Molecular docking, drug-likeness, and ADMET study of 1-benzyl-3-benzoylurea and its analogs against VEGFR-2

Abstract

In silico study was performed to predict the possibility of 1-benzyl-3-benzoylurea and 22 analogs as anticancer drug candidates, via VEGFR2 inhibition. Molecular docking studies against VEGFR2 receptor revealed that all of designed compounds have better score than the lead compound, of which three analogs (p-nitro, p-methoxy, and p-ethyl) were considered optimal among other compounds (< -90 kcal mol−1). However, this result was not comparable to lenvatinib, which acts as native ligand of the receptor (-118.62 kcal mol−1).

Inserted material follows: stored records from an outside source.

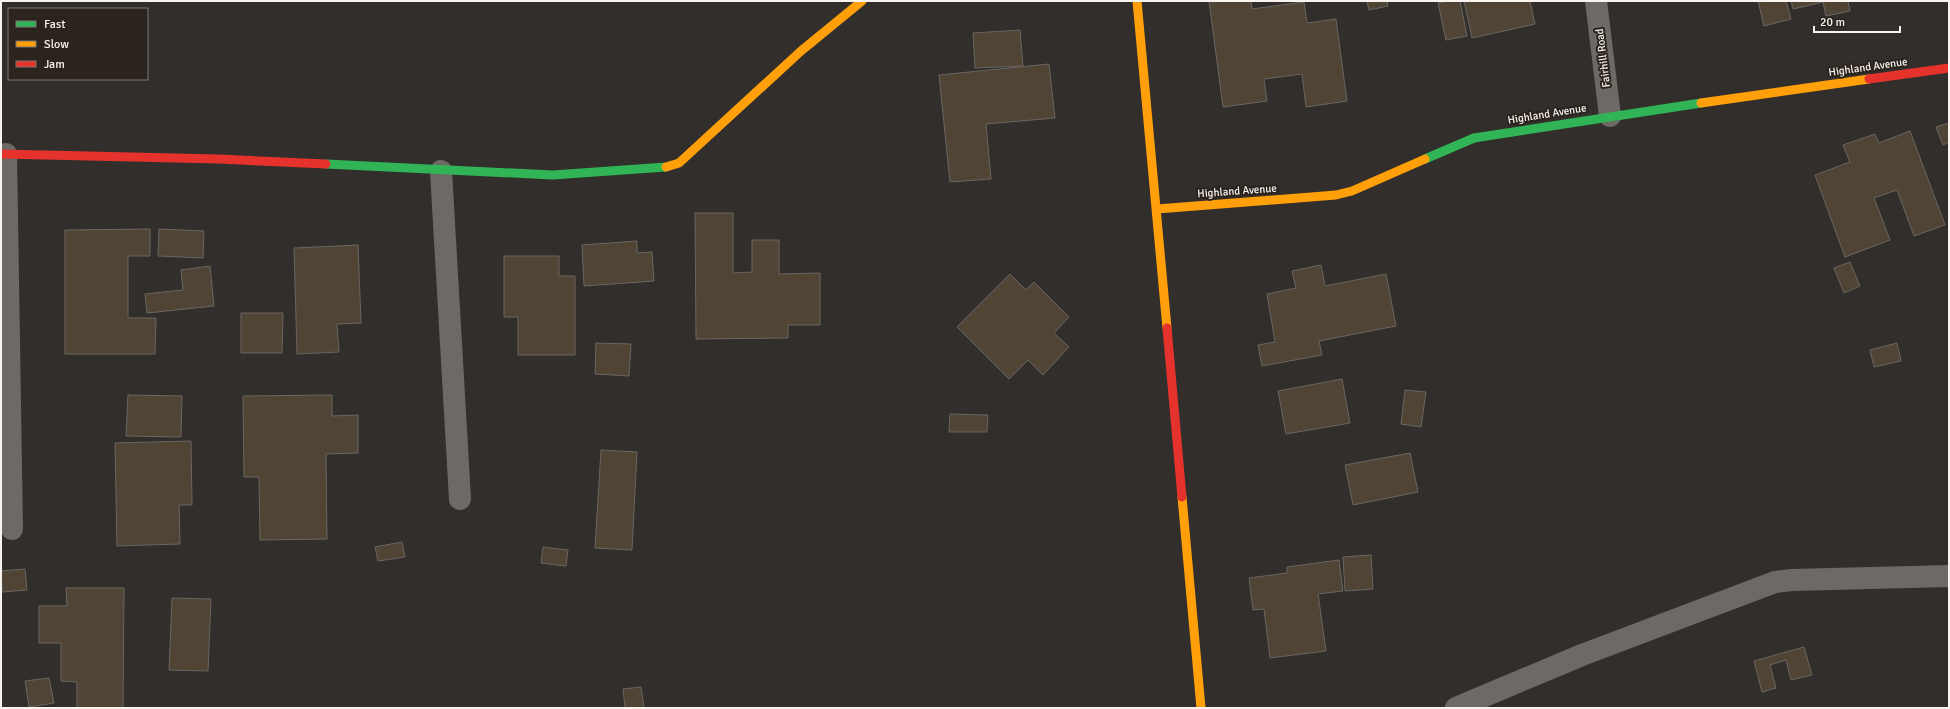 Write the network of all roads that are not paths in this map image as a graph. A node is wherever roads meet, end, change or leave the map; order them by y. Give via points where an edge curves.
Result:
1 (862, 1) edge
2 (1137, 1) edge
3 (1596, 1) edge
4 (1949, 68) edge
5 (1610, 116) junction
6 (4, 154) edge
7 (441, 171) junction
8 (1158, 209) junction
9 (460, 499) dead end
10 (12, 530) dead end
11 (1949, 576) edge
12 (1202, 708) edge
13 (1456, 708) edge

1 - 7 street via 800,51 679,163 668,168 553,175
2 - 8 street
3 - 5 street, Fairhill Road
4 - 5 street, Highland Avenue
5 - 8 street, Highland Avenue via 1474,138 1352,191 1336,195
6 - 7 street via 219,159
6 - 10 street
7 - 9 street
8 - 12 street
11 - 13 street via 1775,582 1582,655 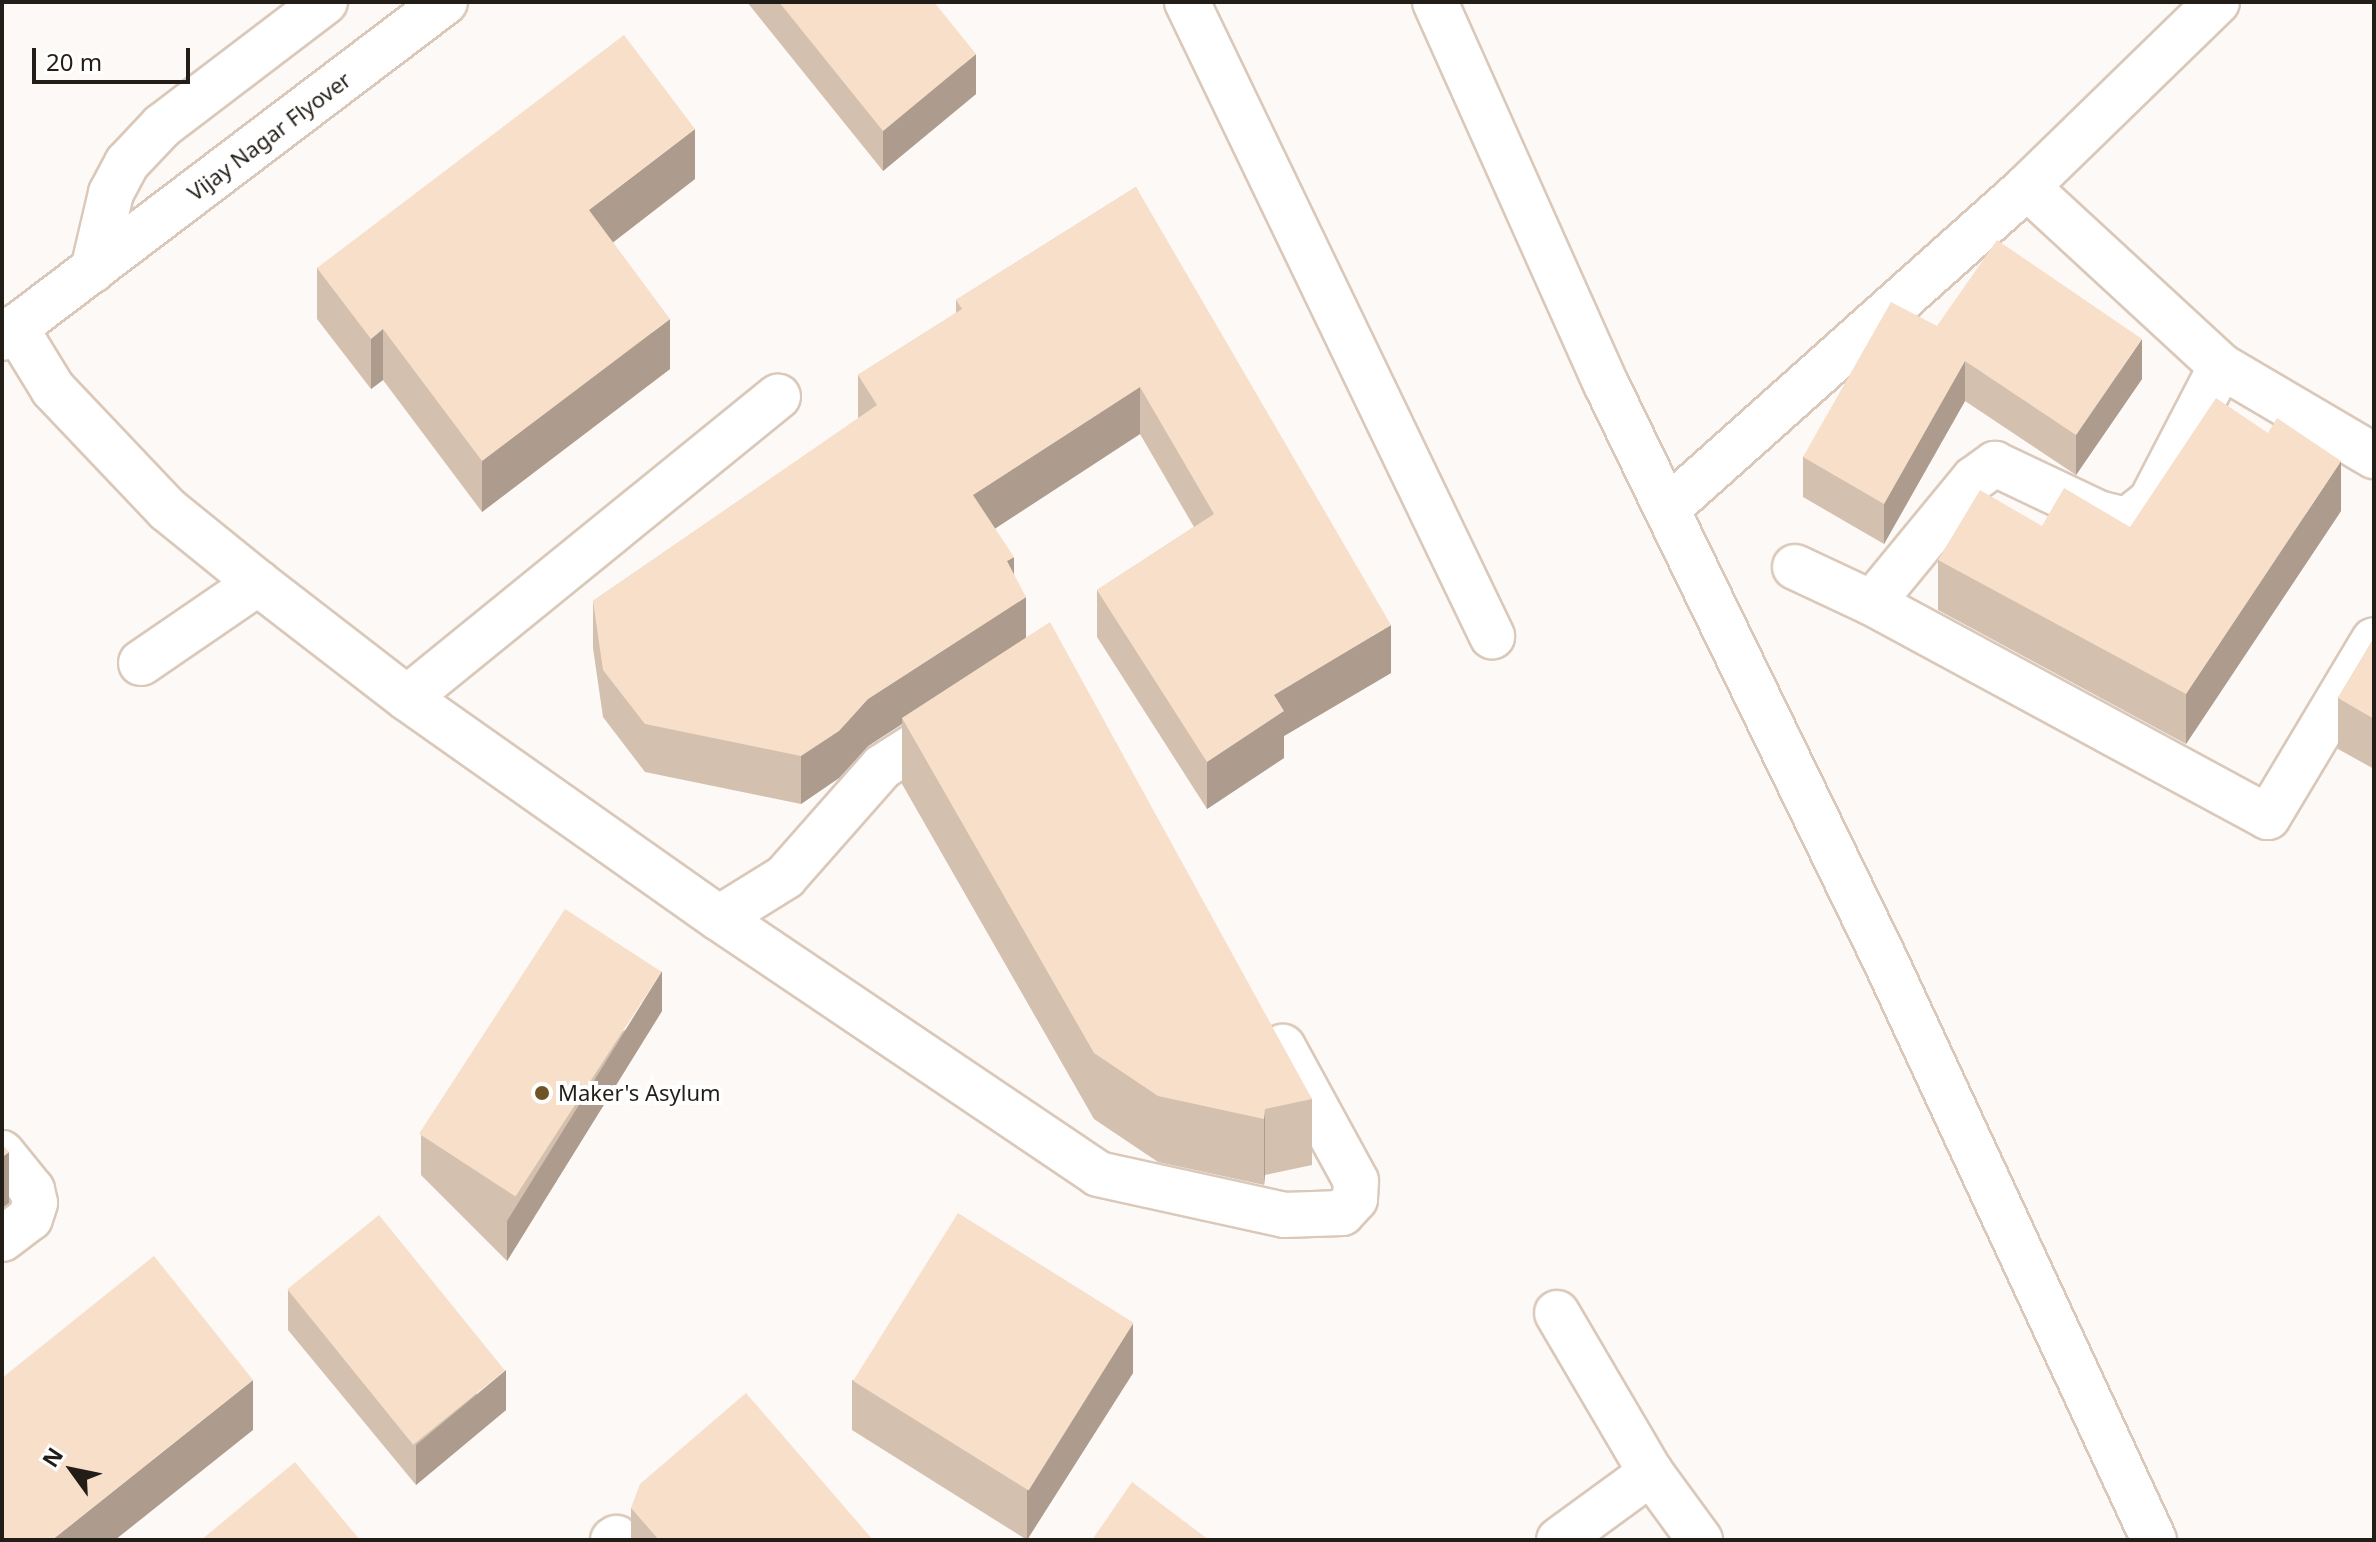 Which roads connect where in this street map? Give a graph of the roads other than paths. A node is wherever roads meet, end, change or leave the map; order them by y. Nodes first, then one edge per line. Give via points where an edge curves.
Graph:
1 (325, 2) edge
2 (445, 2) edge
3 (1187, 2) edge
4 (1435, 2) edge
5 (2217, 2) edge
6 (2027, 187) junction
7 (93, 270) junction
8 (8, 333) edge
9 (2221, 366) junction
10 (778, 396) dead end
11 (2374, 456) edge
12 (1667, 509) junction
13 (1795, 567) dead end
14 (258, 583) junction
15 (1872, 603) junction
16 (1492, 636) dead end
17 (2374, 640) edge
18 (141, 663) dead end
19 (407, 698) junction
20 (989, 698) edge
21 (719, 918) junction
22 (1266, 1016) edge
23 (2, 1153) edge
24 (2, 1239) edge
25 (1557, 1313) dead end
26 (1651, 1473) junction
27 (1559, 1540) edge
28 (1700, 1540) edge
29 (2154, 1540) edge

1 - 7 street via 162,126 127,163 111,193
2 - 7 street, Vijay Nagar Flyover
3 - 16 street
4 - 12 street
5 - 6 street
6 - 9 street
6 - 12 street
7 - 8 street, Vijay Nagar Flyover
8 - 14 street via 53,389 168,510
9 - 11 street
9 - 15 street via 2151,501 2127,520 2098,513 1995,464 1974,479
10 - 19 street
12 - 29 street via 1894,978
13 - 15 street
14 - 18 street
14 - 19 street
15 - 17 street via 2268,817
19 - 21 street
20 - 21 street via 882,767 785,877
21 - 22 street via 1098,1174 1284,1215 1342,1213 1355,1199 1356,1181
23 - 24 street via 32,1190 35,1203 30,1218
25 - 26 street
26 - 27 street
26 - 28 street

Docking poses analysis showed that 1-benzyl-3-benzoylurea analogs failed to completely occupy VEGFR2 binding site. Therefore, it is argued that this has caused the non-optimal docking score of designed compounds. Furthermore, these compounds passed five different drug-likeness criteria successfully and were predicted to be orally bioavailable in rat. Ultimately, most of the analogs were predicted to have good ADMET characteristics, notably in terms of GI absorption and the absence of P-gp interaction, and low toxicity in rat. This study can be used as a starting point to validate this model by synthesis, in vitro and in vivo assay to validate the activity of 1-benzyl-3-benzoylurea and its analogs as potential anticancer candidate.